One week after the osteotomy, bone transport begins at a rate of 0.75 to 1 mm per day. Slow transport of one or more bony segments is accomplished by gradually moving a bony segment from one position to another. The process of bone formation in the distraction site is known as distraction osteogenesis. In the bone transport technique, the transported segment moves to fill the bone defect. Attentive monitoring of segmental bone transport in needed to prevent the risk of misalignment, infection and joint deformities.(2) Once bone transport is complete and the two bone segments are in contact, union may be reached by compression, with the resection of bony ends and compression, with bone grafting, or various other ways.

When an external fixator is used for the bone transport, the proximal and distal bone segments are stabilized with screws and/or wires, which are fixed to the external frame. If a circular frame is used, the wires and/or screws will be fixed to a ring, and if a monolateral frame is used, they will be fixed to a clamp. The middle bone segment will be fixed to an intermediate ring or clamp. After the osteotomy, this middle segment is gradually moved towards the bone defect.
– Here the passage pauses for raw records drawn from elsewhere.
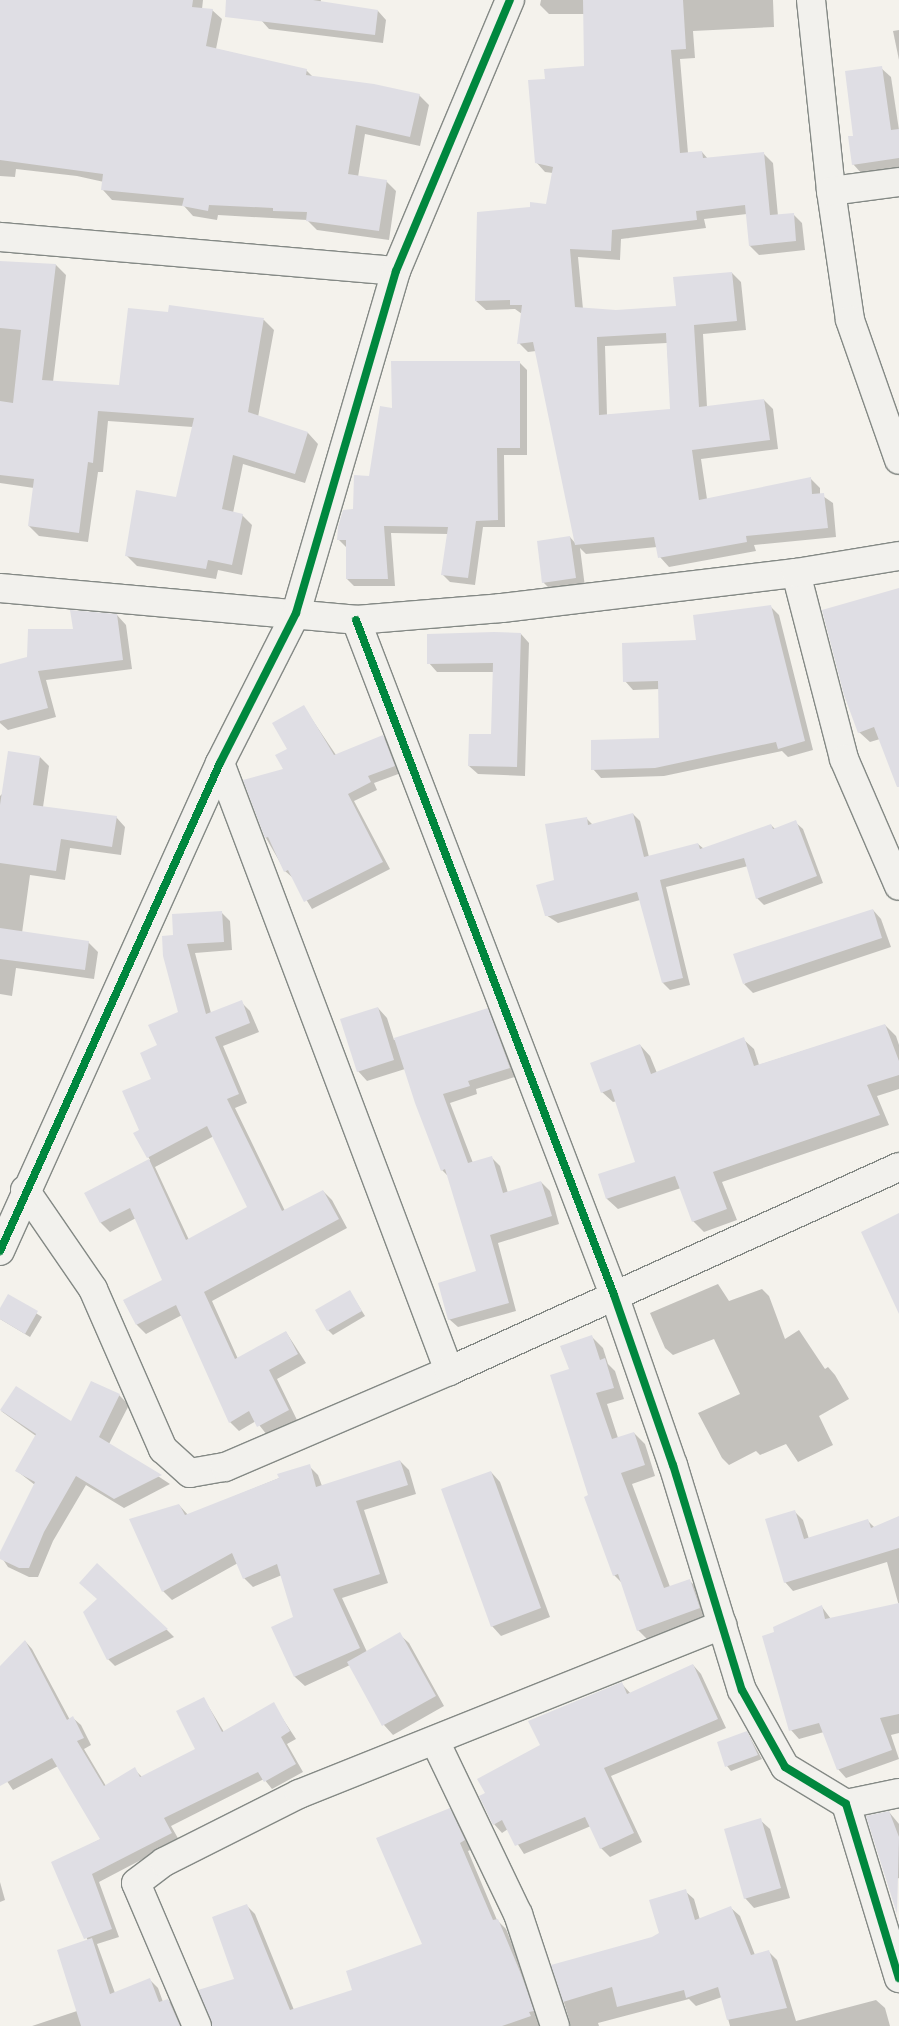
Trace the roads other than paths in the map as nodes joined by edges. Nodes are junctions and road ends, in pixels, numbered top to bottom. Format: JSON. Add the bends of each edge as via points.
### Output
{"nodes":[{"id":1,"x":510,"y":0,"type":"edge"},
{"id":2,"x":811,"y":0,"type":"edge"},
{"id":3,"x":899,"y":182,"type":"edge"},
{"id":4,"x":831,"y":191,"type":"junction"},
{"id":5,"x":0,"y":237,"type":"edge"},
{"id":6,"x":396,"y":271,"type":"junction"},
{"id":7,"x":899,"y":460,"type":"edge"},
{"id":8,"x":899,"y":556,"type":"edge"},
{"id":9,"x":796,"y":573,"type":"junction"},
{"id":10,"x":0,"y":588,"type":"edge"},
{"id":11,"x":296,"y":613,"type":"junction"},
{"id":12,"x":356,"y":620,"type":"junction"},
{"id":13,"x":220,"y":763,"type":"junction"},
{"id":14,"x":899,"y":886,"type":"edge"},
{"id":15,"x":899,"y":1167,"type":"edge"},
{"id":16,"x":26,"y":1190,"type":"junction"},
{"id":17,"x":0,"y":1251,"type":"edge"},
{"id":18,"x":614,"y":1295,"type":"junction"},
{"id":19,"x":449,"y":1371,"type":"junction"},
{"id":20,"x":722,"y":1625,"type":"junction"},
{"id":21,"x":435,"y":1741,"type":"junction"},
{"id":22,"x":899,"y":1793,"type":"edge"},
{"id":23,"x":846,"y":1804,"type":"junction"},
{"id":24,"x":899,"y":1978,"type":"edge"},
{"id":25,"x":197,"y":2026,"type":"edge"},
{"id":26,"x":555,"y":2026,"type":"edge"}],
"edges":[{"from":1,"to":6,"type":"street"},
{"from":2,"to":4,"type":"street"},
{"from":3,"to":4,"type":"street"},
{"from":4,"to":7,"type":"street","via":[[850,320]]},
{"from":5,"to":6,"type":"street"},
{"from":6,"to":11,"type":"street"},
{"from":8,"to":9,"type":"street"},
{"from":9,"to":12,"type":"street","via":[[502,608]]},
{"from":9,"to":14,"type":"street","via":[[844,759]]},
{"from":10,"to":11,"type":"street"},
{"from":11,"to":12,"type":"street"},
{"from":11,"to":13,"type":"street"},
{"from":12,"to":18,"type":"street"},
{"from":13,"to":16,"type":"street","via":[[191,833]]},
{"from":13,"to":19,"type":"street"},
{"from":15,"to":18,"type":"street"},
{"from":16,"to":17,"type":"street"},
{"from":16,"to":19,"type":"street","via":[[93,1289],[164,1449],[190,1473],[225,1467]]},
{"from":18,"to":19,"type":"street"},
{"from":18,"to":20,"type":"street","via":[[673,1465]]},
{"from":20,"to":21,"type":"street"},
{"from":20,"to":23,"type":"street","via":[[742,1690],[785,1767]]},
{"from":21,"to":25,"type":"street","via":[[298,1794],[164,1862],[136,1884]]},
{"from":21,"to":26,"type":"street","via":[[518,1914]]},
{"from":22,"to":23,"type":"street"},
{"from":23,"to":24,"type":"street"}]}
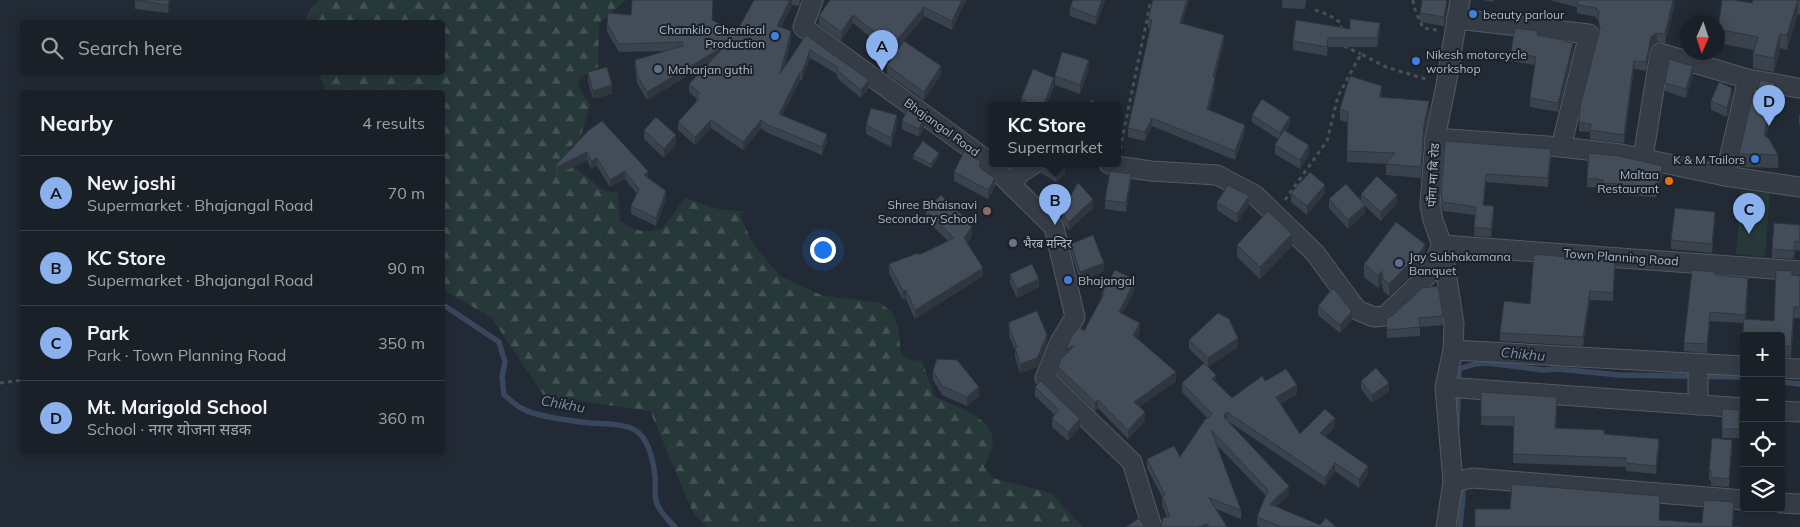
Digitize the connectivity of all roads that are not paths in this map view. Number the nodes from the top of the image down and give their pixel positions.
1 (813, 0) edge
2 (1460, 0) edge
3 (1457, 19) junction
4 (1748, 79) junction
5 (1798, 88) dead end
6 (1435, 138) junction
7 (1561, 147) junction
8 (1644, 157) junction
9 (989, 163) edge
10 (993, 167) edge
11 (1029, 167) edge
12 (1121, 167) edge
13 (1725, 176) junction
14 (1011, 185) junction
15 (1800, 187) edge
16 (1442, 245) junction
17 (1800, 271) edge
18 (1453, 350) junction
19 (1698, 363) junction
20 (1740, 366) edge
21 (1785, 368) edge
22 (1800, 369) edge
23 (1445, 387) junction
24 (1698, 405) junction
25 (1740, 408) edge
26 (1785, 410) edge
27 (1800, 412) edge
28 (1453, 482) junction
29 (1740, 500) edge
30 (1785, 503) edge
31 (1800, 504) edge
32 (1152, 527) edge
33 (1446, 527) edge

1 - 9 street, Bhajangal Road
2 - 3 street, पाँगा मा बि रोड
3 - 6 street, पाँगा मा बि रोड
3 - 7 street
4 - 5 street
4 - 8 street
4 - 13 street
6 - 7 street
6 - 16 street, पाँगा मा बि रोड
7 - 8 street
8 - 13 street
10 - 14 street, Bhajangal Road
11 - 14 street
12 - 16 street
13 - 15 street
14 - 32 street, Bhajangal Road
16 - 17 street, Town Planning Road
16 - 18 street, पाँगा मा बि रोड
18 - 19 street
18 - 23 street, पाँगा मा बि रोड
19 - 20 street
19 - 24 street
21 - 22 street
23 - 24 street
23 - 28 street, पाँगा मा बि रोड
24 - 25 street
26 - 27 street
28 - 29 street
28 - 33 street, पाँगा मा बि रोड
30 - 31 street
The use of a monolateral external fixator to perform bone transport was described by Prof. De Bastiani from the University of Verona. His technique, called callotasis, implies the gradual symmetrical distraction of the developing callus following a corticotomy through the controlled movement along the monolateral external fixator. The biological response to this technique is similar to that described by Prof. Ilizarov in association with circular external frames.(3,4)

Recently, hybrid bone transport techniques have been developed, in an effort to improve patient comfort and reduce complications associated with the prolonged use of an external fixator.(5) The use of an intramedullary nail after the bone transport allows for early removal of the external fixator, while maintaining the necessary support to the bony regenerate while it consolidates. The intramedullary nail can also be in place for the entire duration of treatment, providing additional rigidity to the fixation and maintaining alignment of the bone segments.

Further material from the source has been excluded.